A Reforma, conforme seus defensores, buscou corrigir rumos espirituais e, naturalmente, acabou afetando profundamente a vida na pólis. Lutero, em sua doutrina dos Dois Reinos e na teologia da vocação, passa a mostrar que todas as funções – eclesiásticas e seculares – são “santas” em si, e fazem do padeiro, pedreiro, soldado, burgomestre e rei tão sacerdotes como o padre, a freira, o monge, o bispo ou o papa. E este senso de propósito cria uma força imparável para a construção de melhores meios de vida. Era o fim dos estamentos, muito antes da “iluminada” Revolução Francesa.

Este ambiente, embora relativizado pelo iluminismo antirreligioso, que criou o secularismo como que oposto à fé religiosa, construiu a teia para que a democracia moderna pudesse ser tecida, dando o salto espantoso de desenvolvimento que tivemos nos últimos dois séculos. Tudo isto alicerçado na força do propósito existencial conferido pela liberdade de crer e viver sua fé.

Tanto que a liberdade religiosa passa a ser um termômetro sensível do índice de liberdades em geral que determinado povo tem. E, para se entender como isto se mostra verdadeiro, basta aplicar este raciocínio a democracias ou regimes autoritários. A democracia não sofre com a oposição ou contrariedade; pelo contrário, ela se fortalece justamente neste ambiente. Os músculos da liberdade são fortalecidos quando exercitados diariamente, vigiando o espaço garantido para que não haja violações que lhe tirem o vigor. Já no regime autoritário, qualquer contrariedade será reprimida, pois o contraditório é a semente que pode destruir sua força; não há “espaço” para que outros interesses entrem na arena.

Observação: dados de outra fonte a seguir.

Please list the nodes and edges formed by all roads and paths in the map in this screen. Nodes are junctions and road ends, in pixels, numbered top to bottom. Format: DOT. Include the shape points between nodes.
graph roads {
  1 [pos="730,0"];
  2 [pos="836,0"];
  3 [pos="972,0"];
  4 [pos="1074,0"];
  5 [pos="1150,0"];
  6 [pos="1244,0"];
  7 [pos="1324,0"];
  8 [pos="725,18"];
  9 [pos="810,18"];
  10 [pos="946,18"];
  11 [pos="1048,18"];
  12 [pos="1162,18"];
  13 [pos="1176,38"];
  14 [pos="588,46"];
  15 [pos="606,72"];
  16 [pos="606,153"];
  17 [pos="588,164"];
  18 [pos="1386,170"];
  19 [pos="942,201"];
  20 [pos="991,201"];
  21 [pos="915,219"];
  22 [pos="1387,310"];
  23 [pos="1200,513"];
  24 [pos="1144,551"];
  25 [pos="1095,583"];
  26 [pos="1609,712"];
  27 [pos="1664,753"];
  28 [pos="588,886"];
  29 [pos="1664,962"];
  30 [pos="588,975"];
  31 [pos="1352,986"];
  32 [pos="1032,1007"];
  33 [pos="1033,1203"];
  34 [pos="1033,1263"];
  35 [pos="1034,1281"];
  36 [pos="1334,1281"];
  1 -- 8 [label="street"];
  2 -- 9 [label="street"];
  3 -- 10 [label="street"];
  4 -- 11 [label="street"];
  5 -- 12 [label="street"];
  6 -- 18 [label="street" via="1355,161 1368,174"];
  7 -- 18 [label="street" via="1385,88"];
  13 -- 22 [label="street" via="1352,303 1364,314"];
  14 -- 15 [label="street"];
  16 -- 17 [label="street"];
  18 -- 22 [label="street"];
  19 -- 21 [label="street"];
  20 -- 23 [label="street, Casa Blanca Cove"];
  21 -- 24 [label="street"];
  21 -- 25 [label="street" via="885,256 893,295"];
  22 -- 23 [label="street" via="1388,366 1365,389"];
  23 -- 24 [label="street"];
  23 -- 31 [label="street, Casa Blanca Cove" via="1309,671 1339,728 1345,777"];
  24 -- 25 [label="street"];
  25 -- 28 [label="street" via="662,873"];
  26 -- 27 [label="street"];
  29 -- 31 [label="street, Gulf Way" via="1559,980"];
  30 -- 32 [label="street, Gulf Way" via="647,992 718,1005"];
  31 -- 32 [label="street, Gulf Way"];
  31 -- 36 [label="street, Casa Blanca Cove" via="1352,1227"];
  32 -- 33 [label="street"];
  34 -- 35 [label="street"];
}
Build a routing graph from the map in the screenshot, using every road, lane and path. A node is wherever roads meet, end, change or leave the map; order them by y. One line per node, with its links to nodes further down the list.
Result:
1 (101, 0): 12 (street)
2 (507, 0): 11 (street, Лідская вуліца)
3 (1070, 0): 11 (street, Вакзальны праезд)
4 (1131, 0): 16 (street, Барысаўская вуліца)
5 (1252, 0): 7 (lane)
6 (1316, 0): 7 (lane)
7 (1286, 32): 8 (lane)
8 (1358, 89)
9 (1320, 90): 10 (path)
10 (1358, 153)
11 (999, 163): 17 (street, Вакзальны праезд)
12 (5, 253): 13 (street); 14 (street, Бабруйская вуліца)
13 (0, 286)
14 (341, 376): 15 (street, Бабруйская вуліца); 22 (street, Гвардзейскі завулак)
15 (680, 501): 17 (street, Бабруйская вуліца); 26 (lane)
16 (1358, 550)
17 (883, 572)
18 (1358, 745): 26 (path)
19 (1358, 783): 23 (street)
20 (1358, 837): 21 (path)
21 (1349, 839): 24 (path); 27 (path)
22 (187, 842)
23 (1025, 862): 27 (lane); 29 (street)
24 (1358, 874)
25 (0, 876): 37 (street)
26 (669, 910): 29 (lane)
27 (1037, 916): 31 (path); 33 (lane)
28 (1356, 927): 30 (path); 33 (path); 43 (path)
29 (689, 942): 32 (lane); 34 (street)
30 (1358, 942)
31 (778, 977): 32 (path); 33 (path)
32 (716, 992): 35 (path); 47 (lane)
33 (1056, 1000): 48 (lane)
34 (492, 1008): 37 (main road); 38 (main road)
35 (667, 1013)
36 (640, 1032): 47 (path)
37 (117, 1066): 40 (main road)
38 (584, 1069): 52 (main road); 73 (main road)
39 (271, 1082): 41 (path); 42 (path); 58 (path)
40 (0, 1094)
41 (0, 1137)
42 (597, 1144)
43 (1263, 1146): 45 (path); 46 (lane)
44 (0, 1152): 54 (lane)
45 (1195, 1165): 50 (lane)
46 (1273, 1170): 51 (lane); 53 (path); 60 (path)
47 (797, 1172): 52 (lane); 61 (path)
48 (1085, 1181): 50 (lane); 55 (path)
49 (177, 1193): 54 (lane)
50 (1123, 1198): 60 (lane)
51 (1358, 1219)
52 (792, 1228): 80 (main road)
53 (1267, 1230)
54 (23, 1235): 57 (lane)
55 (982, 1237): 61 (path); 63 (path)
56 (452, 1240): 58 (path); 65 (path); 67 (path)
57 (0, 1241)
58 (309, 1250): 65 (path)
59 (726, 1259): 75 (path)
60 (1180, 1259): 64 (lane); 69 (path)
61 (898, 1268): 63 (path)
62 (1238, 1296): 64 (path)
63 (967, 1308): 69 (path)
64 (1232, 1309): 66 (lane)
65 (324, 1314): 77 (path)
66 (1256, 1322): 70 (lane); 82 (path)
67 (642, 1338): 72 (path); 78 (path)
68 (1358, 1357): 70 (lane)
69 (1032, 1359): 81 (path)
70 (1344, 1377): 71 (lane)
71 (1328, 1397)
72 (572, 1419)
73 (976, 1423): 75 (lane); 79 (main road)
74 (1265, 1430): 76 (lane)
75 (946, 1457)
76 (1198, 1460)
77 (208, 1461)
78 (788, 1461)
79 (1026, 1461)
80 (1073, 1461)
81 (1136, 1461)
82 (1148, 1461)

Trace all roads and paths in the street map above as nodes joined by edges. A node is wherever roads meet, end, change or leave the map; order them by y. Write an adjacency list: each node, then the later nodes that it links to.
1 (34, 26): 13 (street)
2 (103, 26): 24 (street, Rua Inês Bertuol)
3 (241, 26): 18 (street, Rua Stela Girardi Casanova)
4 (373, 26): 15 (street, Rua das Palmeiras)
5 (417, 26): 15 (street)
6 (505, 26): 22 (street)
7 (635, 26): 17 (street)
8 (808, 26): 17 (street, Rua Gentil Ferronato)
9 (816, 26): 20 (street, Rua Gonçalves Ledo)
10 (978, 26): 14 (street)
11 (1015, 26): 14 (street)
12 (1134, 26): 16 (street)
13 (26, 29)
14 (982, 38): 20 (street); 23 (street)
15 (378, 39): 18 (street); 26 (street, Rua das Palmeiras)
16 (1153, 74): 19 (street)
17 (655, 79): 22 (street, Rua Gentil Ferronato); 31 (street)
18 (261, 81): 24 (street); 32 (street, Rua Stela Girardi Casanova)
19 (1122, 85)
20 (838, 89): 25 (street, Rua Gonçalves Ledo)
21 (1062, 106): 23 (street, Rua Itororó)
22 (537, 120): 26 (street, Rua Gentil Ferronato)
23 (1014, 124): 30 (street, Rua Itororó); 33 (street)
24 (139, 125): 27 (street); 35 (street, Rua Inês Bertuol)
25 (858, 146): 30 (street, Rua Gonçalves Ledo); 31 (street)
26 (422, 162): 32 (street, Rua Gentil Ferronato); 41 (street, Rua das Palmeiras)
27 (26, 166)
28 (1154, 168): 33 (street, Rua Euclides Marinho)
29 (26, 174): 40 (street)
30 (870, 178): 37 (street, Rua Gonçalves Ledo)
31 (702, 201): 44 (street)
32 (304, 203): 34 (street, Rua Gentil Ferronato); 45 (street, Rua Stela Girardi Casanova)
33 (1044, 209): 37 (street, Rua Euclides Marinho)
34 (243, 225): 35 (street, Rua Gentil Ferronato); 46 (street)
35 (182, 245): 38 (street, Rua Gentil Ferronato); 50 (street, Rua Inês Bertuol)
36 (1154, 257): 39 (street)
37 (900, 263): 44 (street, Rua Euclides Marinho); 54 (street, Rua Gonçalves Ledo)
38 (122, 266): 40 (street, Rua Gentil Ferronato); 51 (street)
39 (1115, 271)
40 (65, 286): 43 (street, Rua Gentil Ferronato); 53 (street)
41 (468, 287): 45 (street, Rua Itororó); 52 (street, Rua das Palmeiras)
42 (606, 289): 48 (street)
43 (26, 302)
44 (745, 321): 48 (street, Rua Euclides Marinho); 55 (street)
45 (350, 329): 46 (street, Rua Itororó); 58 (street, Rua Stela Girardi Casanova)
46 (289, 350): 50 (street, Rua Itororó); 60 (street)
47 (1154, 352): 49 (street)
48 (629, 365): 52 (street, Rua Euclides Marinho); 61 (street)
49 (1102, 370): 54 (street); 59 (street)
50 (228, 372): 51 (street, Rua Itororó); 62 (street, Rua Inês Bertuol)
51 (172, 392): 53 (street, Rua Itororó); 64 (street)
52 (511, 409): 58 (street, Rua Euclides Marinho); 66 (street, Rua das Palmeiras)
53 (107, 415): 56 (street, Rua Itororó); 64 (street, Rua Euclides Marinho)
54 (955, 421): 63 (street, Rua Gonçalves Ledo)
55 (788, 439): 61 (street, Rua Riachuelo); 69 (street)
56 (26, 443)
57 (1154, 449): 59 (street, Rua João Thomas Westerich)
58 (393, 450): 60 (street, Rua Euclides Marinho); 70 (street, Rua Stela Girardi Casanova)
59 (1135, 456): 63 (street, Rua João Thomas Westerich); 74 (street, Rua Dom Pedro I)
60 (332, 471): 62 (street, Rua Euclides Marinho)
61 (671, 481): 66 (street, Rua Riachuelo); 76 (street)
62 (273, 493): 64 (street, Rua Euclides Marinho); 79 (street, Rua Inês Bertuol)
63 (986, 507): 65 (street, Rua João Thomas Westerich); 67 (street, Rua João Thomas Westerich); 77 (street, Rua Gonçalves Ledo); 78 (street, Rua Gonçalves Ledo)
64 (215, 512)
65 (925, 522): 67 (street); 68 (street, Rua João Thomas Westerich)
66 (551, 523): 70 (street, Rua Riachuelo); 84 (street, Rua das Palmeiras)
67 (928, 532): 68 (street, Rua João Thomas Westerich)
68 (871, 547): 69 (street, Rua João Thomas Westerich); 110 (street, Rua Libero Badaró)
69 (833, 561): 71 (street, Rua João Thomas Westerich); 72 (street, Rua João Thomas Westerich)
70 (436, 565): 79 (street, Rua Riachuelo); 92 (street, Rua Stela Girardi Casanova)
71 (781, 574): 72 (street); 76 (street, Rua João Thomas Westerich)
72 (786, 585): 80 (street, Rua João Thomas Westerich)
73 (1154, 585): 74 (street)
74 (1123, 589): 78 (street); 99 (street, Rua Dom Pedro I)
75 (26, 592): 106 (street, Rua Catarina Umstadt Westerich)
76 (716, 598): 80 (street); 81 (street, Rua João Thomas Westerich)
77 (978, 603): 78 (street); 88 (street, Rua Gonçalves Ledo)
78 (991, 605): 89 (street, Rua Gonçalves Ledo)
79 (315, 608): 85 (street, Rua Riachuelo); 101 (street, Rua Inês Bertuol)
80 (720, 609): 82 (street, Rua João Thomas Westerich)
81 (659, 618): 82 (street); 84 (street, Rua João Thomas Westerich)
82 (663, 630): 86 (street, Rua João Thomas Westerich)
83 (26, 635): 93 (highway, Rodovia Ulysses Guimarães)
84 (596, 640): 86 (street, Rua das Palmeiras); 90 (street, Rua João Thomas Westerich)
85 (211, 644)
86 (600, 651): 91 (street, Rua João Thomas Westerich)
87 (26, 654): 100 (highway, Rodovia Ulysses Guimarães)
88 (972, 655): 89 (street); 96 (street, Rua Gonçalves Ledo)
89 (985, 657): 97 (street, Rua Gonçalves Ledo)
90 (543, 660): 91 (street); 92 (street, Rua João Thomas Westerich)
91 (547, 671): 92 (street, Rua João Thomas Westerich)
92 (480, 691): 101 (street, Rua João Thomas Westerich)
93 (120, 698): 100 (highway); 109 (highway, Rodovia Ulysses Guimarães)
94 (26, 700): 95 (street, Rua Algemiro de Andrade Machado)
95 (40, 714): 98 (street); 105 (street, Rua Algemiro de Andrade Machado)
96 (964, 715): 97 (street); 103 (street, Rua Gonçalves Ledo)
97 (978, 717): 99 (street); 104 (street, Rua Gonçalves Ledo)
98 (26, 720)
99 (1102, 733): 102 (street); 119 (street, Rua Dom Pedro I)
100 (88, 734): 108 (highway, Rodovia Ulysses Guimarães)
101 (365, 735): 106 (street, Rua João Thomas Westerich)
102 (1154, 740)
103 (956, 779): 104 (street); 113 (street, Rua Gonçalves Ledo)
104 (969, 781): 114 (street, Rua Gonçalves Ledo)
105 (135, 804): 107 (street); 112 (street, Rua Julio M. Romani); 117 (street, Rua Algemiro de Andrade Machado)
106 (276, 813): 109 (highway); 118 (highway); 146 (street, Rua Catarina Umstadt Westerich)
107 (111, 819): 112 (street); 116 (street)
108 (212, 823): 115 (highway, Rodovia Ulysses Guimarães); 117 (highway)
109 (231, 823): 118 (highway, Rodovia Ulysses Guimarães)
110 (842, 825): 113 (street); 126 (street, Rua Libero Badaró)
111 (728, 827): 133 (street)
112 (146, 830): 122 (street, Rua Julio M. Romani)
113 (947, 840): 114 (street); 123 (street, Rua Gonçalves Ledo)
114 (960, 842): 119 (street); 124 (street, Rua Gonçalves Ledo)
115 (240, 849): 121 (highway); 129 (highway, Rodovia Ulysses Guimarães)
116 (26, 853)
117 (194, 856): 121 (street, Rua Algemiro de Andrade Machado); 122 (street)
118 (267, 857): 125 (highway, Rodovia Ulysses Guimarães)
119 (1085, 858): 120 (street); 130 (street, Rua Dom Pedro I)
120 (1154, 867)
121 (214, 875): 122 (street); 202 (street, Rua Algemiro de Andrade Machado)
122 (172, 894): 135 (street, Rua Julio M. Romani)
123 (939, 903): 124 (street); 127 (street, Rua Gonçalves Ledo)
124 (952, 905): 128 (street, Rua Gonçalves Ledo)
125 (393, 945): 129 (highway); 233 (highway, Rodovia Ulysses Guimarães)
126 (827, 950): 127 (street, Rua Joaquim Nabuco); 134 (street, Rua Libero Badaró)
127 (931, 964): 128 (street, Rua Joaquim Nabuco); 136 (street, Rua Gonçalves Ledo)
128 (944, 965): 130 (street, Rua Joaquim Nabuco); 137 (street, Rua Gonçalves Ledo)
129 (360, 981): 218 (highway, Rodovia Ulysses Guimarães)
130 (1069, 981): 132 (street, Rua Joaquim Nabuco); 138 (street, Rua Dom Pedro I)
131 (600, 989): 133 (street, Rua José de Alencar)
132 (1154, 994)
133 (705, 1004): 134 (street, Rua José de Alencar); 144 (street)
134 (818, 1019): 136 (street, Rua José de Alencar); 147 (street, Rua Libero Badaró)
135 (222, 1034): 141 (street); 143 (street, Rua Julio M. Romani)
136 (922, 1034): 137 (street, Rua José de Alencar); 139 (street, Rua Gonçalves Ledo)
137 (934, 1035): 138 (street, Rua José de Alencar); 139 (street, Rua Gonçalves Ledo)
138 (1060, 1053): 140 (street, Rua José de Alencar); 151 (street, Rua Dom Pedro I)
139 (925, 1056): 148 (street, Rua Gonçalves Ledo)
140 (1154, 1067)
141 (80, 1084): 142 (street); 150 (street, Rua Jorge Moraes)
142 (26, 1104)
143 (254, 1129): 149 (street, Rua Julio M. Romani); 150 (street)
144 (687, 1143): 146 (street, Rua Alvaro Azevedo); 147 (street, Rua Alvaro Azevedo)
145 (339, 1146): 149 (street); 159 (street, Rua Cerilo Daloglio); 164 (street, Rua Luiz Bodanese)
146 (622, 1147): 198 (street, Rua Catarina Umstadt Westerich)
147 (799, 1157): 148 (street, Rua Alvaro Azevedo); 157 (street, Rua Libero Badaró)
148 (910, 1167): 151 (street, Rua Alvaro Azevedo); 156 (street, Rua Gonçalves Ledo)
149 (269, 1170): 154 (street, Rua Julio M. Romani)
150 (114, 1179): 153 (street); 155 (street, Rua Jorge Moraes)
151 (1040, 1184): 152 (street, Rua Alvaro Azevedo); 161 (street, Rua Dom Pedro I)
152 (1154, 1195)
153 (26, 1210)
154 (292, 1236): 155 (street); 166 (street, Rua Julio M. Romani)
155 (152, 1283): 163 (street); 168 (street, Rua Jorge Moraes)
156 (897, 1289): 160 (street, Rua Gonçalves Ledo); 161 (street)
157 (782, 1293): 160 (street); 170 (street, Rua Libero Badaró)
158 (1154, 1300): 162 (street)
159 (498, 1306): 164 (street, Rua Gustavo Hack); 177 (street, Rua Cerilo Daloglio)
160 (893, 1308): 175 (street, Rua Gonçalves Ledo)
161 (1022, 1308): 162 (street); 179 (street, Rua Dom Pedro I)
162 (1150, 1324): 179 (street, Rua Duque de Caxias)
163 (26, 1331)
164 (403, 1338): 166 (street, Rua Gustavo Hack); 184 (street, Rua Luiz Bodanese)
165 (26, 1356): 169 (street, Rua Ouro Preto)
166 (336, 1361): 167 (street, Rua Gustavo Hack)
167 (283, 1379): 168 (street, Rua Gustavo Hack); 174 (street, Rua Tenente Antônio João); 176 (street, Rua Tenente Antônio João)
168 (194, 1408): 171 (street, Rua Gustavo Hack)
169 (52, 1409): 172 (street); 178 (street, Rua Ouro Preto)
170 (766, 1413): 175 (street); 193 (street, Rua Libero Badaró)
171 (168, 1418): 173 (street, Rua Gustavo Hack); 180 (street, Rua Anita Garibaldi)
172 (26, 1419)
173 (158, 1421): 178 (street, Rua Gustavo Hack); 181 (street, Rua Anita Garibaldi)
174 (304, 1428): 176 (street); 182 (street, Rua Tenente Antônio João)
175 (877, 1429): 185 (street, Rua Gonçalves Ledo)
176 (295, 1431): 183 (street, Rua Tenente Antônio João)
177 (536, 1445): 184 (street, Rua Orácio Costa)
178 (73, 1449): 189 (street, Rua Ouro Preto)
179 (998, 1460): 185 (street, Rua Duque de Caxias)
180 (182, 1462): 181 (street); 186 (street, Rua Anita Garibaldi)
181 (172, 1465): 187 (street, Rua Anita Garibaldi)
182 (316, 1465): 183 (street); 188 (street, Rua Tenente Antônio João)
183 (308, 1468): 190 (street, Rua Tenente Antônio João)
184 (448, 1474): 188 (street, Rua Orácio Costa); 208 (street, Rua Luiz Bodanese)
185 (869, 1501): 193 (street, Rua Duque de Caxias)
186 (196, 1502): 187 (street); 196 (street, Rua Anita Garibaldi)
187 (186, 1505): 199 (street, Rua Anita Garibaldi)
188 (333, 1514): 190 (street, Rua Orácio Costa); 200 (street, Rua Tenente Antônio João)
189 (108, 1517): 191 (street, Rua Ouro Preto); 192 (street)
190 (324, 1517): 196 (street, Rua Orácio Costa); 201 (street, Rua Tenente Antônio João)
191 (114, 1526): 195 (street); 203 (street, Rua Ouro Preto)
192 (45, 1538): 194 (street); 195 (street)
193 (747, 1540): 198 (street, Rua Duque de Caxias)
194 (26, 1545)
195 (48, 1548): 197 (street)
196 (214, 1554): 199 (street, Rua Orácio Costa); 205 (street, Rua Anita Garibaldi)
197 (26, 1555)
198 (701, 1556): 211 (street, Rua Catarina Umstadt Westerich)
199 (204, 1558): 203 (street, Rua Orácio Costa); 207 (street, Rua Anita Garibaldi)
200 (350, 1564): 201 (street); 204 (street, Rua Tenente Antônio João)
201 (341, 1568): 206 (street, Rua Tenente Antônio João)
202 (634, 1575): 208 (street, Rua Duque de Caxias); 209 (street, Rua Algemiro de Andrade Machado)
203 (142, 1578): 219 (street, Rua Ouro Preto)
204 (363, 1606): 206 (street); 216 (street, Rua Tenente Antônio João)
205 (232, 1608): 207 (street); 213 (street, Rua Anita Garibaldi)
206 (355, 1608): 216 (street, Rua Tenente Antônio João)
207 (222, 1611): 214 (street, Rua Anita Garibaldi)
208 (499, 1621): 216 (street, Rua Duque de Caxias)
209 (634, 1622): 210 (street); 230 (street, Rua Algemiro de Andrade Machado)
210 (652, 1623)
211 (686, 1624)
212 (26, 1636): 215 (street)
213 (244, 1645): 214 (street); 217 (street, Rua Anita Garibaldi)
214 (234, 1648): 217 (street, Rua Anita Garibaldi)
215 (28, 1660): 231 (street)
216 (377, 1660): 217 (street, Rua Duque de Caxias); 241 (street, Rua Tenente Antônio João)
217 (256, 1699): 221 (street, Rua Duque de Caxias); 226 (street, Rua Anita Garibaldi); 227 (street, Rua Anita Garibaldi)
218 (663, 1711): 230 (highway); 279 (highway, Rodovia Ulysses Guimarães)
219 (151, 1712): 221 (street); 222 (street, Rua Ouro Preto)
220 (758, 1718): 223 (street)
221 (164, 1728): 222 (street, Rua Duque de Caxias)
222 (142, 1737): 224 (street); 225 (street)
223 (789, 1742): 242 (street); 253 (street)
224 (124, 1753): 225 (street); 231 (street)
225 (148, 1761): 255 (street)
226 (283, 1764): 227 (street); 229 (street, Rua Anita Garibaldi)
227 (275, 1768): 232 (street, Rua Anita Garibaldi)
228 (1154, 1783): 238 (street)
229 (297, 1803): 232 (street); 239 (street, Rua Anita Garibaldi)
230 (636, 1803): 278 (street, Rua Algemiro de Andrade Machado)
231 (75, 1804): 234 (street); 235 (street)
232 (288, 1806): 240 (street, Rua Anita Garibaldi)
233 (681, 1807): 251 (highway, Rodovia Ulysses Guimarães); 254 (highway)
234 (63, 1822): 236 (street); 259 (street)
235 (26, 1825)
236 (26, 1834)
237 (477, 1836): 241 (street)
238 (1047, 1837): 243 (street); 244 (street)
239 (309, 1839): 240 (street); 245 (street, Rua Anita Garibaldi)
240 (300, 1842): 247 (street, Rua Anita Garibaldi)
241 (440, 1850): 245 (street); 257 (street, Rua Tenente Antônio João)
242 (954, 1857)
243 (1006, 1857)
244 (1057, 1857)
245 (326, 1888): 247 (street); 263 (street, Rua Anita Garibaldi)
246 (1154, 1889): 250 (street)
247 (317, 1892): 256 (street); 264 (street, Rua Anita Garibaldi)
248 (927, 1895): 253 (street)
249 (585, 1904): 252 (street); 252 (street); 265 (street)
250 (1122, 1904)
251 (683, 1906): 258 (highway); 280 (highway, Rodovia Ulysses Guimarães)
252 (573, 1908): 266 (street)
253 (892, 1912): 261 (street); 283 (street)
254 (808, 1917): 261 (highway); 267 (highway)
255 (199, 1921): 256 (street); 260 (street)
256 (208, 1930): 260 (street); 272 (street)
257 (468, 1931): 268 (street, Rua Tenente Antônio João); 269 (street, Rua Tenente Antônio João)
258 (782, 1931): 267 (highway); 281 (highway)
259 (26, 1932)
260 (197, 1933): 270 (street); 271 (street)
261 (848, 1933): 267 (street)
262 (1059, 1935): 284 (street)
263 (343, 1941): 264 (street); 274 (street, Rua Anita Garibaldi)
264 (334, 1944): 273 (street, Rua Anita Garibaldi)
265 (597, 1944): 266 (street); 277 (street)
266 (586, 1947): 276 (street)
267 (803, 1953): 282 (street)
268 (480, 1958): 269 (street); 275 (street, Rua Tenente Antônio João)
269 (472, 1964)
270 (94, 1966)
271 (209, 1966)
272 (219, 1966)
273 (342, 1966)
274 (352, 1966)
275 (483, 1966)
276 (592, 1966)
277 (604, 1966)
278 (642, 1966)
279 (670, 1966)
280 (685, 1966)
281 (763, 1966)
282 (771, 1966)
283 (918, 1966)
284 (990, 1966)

Não há nada comparável à religião para informar valores que se fixem no imagético de um povo e lhe provejam o senso de unidade para a busca da felicidade

Ninguém se engane. O conflito civilizacional passa diretamente pelos corredores de igrejas, mesquitas, sinagogas e demais casas de oração. Pois não há nada comparável à religião para informar valores que se fixem no imagético de um povo e lhe provejam o senso de unidade para a busca da felicidade. Como afirma José Ignácio Rubio López em La primeira de las libertades: la libertad religiosa em EE.UU. durante la Corte Rehnquist (1986-2005): una libertad en tensión:

“Onde o direito à liberdade religiosa é negado, todos os outros direitos desaparecem diante da sombra crescente do Estado, e todo o edifício das liberdades é alterado. Mais ainda, anulado este espaço de primeira imunidade, o Estado é tentado a usurpar o lugar de Deus e torna-se instrumento de manipulação ou opressão.”